Minimized Skeletal Mechanism for Methyl Butanoate Oxidation and Its Application to the Prediction of C3–C4Products in Nonpremixed Flames: A Base Model of Biodiesel Fuels

Abstract

Kinetic database of methyl butanoate (MB) combustion has been widely used as a base component for formulating kinetic mechanisms describing oxidation of larger methyl esters for biodiesel fuel surrogates. In this study, the detailed mechanism of Dooley et al. (Dooley, S.; Curran, H. J.; Simmie, J. M. Combust. Flame 2008, 153, 2–32) is minimized without empirical adjustment of rate constants in elementary reactions, using a combination of methods including a path flux analysis, removal of individual species, and peak molar concentration analysis. In the first phase, a basic skeletal mechanism with 38 species and 170 reactions for the oxidation of MB is developed, toward understanding the capability and limits of the reduced descriptions on high-temperature ignition delay times and major species profiles in 1-D counterflow flames. A comprehensive analysis of the decomposition pathways associated with preserved and removed reactions provides a scheme for mechanism developers with a clear foundation for creating new skeletal mechanisms of large methyl ester combustion.
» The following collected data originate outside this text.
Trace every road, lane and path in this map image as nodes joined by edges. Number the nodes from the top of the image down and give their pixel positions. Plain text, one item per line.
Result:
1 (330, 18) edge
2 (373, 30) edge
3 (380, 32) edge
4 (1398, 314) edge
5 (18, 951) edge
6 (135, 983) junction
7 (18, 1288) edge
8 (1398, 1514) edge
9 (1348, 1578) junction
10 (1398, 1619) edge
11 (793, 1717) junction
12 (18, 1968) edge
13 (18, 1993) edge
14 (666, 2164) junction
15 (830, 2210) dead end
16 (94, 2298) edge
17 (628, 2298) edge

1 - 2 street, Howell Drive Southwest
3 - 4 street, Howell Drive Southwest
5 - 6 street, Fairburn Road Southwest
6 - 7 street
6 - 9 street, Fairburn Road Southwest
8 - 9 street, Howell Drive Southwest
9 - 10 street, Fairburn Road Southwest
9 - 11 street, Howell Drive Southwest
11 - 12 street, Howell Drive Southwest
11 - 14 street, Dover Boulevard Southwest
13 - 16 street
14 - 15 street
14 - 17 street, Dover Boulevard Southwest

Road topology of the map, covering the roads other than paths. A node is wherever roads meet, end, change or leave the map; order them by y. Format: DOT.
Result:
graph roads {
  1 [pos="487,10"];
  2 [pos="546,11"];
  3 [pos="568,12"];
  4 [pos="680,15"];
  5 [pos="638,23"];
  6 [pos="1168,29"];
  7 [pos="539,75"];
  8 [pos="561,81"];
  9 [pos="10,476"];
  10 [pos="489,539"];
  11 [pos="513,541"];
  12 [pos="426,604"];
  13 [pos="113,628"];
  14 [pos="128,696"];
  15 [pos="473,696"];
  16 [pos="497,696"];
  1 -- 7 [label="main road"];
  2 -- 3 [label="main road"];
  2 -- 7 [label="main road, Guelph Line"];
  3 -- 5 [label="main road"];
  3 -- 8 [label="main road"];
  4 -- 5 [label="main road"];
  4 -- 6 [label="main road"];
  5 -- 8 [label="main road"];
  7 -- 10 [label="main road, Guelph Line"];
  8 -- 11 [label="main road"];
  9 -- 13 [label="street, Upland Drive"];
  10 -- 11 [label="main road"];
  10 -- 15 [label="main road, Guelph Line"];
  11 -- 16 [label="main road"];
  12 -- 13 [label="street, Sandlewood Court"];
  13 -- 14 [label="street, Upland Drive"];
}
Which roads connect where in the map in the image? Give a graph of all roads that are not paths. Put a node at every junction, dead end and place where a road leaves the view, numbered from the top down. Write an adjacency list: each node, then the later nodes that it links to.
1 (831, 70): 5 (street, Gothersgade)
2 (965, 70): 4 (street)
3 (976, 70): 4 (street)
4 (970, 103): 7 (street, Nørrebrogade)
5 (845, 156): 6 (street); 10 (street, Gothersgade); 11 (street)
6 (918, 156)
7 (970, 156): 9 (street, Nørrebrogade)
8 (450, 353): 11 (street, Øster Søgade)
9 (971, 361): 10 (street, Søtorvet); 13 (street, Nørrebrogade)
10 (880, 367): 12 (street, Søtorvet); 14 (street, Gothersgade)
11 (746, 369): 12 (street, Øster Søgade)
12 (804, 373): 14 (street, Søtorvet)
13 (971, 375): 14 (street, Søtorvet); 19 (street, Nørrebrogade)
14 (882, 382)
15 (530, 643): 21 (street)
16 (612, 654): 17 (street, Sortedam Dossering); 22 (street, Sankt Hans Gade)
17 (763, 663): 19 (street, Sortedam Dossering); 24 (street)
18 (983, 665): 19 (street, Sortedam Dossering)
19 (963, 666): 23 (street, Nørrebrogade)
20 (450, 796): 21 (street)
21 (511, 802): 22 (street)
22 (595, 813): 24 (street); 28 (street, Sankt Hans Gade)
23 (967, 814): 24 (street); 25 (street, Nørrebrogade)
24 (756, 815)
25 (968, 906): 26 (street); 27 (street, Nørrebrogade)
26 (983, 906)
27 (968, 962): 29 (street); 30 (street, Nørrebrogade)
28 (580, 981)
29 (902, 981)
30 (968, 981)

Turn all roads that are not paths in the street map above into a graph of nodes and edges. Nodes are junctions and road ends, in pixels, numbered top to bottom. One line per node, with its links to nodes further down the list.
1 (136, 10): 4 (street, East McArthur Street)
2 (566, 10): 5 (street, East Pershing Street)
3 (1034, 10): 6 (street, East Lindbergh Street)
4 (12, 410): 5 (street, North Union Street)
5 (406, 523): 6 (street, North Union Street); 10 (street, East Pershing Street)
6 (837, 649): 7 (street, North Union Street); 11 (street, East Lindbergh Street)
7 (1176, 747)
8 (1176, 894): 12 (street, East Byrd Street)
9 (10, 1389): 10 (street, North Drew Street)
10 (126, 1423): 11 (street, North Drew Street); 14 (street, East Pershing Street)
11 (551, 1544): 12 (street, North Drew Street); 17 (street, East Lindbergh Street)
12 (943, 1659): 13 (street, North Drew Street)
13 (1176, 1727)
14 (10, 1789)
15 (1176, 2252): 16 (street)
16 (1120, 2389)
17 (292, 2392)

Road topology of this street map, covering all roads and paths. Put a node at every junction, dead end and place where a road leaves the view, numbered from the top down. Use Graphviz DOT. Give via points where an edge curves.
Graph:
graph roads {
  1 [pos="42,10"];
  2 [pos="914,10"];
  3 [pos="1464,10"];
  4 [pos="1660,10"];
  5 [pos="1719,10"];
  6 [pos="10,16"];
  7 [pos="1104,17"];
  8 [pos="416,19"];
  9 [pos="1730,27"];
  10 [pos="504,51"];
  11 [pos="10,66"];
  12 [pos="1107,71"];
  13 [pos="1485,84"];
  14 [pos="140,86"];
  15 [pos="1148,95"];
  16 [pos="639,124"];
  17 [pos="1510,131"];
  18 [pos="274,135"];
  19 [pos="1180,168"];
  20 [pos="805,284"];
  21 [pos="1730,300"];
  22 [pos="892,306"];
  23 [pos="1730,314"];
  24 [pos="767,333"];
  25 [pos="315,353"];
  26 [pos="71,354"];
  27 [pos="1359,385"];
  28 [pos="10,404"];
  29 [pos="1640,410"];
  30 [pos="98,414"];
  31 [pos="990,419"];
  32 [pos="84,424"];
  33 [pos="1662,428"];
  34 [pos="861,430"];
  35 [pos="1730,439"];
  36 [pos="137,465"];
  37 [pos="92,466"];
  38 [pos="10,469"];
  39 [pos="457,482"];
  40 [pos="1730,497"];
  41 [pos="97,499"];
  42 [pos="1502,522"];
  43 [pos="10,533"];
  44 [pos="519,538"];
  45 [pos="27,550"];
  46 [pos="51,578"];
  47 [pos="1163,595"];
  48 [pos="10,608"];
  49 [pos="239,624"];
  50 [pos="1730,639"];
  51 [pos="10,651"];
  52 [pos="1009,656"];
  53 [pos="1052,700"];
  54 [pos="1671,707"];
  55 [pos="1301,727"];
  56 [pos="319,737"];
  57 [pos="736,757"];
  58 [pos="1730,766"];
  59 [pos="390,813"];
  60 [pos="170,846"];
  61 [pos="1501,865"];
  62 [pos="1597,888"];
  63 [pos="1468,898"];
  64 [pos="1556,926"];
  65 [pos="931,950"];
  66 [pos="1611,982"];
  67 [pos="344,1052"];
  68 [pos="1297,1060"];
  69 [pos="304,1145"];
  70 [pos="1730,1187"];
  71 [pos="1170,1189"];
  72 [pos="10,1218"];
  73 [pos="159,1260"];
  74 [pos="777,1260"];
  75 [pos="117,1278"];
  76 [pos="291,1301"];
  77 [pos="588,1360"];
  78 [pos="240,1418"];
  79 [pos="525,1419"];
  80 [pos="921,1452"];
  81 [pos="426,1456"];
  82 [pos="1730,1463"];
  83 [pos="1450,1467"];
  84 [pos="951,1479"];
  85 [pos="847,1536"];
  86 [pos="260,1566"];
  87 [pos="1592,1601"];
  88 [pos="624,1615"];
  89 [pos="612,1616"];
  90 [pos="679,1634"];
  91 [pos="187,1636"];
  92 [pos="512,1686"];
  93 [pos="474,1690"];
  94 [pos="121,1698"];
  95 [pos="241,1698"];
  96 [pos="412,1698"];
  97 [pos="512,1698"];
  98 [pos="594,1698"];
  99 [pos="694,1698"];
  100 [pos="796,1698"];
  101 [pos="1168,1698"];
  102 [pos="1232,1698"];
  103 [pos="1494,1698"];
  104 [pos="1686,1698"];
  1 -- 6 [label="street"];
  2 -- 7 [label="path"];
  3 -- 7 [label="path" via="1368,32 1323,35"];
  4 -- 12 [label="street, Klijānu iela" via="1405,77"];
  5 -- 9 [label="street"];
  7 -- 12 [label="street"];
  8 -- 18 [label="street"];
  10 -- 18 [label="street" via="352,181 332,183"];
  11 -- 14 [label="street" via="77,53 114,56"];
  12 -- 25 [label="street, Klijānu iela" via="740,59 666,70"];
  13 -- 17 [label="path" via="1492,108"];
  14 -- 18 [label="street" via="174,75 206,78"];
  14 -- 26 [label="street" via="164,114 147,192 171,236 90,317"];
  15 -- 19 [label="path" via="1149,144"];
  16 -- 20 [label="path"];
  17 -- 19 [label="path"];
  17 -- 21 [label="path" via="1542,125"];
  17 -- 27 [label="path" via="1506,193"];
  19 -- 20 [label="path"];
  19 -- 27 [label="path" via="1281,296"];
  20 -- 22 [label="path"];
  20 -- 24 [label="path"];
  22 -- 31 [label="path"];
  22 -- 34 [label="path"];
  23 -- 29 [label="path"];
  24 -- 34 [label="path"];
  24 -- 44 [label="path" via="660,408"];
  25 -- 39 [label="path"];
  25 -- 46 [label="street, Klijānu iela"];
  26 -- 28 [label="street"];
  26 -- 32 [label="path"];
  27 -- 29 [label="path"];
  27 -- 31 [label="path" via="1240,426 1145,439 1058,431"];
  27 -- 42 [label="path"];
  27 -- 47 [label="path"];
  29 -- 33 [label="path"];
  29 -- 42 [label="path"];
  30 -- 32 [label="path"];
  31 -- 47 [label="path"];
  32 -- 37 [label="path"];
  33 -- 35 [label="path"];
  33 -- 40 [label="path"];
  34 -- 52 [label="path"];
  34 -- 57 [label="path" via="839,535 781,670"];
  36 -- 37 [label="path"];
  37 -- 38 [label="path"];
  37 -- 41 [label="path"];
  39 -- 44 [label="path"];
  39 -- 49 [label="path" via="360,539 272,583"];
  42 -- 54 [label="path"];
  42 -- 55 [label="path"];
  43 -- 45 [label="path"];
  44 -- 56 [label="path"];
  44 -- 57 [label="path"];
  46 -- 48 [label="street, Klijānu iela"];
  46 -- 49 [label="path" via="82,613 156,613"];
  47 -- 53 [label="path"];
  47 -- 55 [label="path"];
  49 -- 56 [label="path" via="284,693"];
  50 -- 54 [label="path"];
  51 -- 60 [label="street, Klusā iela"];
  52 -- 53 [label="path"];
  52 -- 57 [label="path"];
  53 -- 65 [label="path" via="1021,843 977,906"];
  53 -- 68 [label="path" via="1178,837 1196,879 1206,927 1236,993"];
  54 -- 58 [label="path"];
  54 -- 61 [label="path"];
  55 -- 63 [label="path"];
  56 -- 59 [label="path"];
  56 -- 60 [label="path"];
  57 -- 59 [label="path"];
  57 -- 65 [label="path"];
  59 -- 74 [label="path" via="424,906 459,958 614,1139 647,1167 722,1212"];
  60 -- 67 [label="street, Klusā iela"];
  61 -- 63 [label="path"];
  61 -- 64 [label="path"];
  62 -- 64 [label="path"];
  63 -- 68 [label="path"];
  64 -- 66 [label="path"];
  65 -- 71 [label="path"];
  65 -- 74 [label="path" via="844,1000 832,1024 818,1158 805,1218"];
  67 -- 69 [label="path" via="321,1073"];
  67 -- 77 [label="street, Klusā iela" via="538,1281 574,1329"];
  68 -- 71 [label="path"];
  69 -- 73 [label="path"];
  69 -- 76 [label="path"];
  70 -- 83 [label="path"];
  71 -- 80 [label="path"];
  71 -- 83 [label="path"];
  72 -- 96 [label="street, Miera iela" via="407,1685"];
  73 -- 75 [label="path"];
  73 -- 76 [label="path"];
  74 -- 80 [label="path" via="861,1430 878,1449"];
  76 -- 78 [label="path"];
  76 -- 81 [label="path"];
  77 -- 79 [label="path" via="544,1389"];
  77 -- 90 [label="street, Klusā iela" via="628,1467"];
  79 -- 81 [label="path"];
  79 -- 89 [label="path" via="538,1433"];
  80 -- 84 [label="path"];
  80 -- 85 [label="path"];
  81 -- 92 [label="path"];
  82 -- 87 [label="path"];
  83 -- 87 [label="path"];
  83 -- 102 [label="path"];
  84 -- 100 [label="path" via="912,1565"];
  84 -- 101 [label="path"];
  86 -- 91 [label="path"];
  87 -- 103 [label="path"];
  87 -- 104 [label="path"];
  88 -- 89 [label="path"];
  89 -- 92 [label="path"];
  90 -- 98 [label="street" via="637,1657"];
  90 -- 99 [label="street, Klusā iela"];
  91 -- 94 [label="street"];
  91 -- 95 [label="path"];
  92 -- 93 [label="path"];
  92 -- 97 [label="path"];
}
In the second phase, the MB skeletal mechanism takes into account additional 10 species and 33 reactions in order to predict experimentally measured products in a coflow nonpremixed methane/air flame doped with methyl butanoate. This 48-species skeletal mechanism combined with a 2-D computational fluid dynamic (CFD) flamelet model, for the first time, is able to predict the magnitude and shape of seven C3–C4 intermediate products, which are comparable to the experimental results. Moreover, the present skeletal mechanism, compared with published skeletal mechanisms, not only features a significant reduction in computational cost but also retains more significant products mass-spectrometrically determined.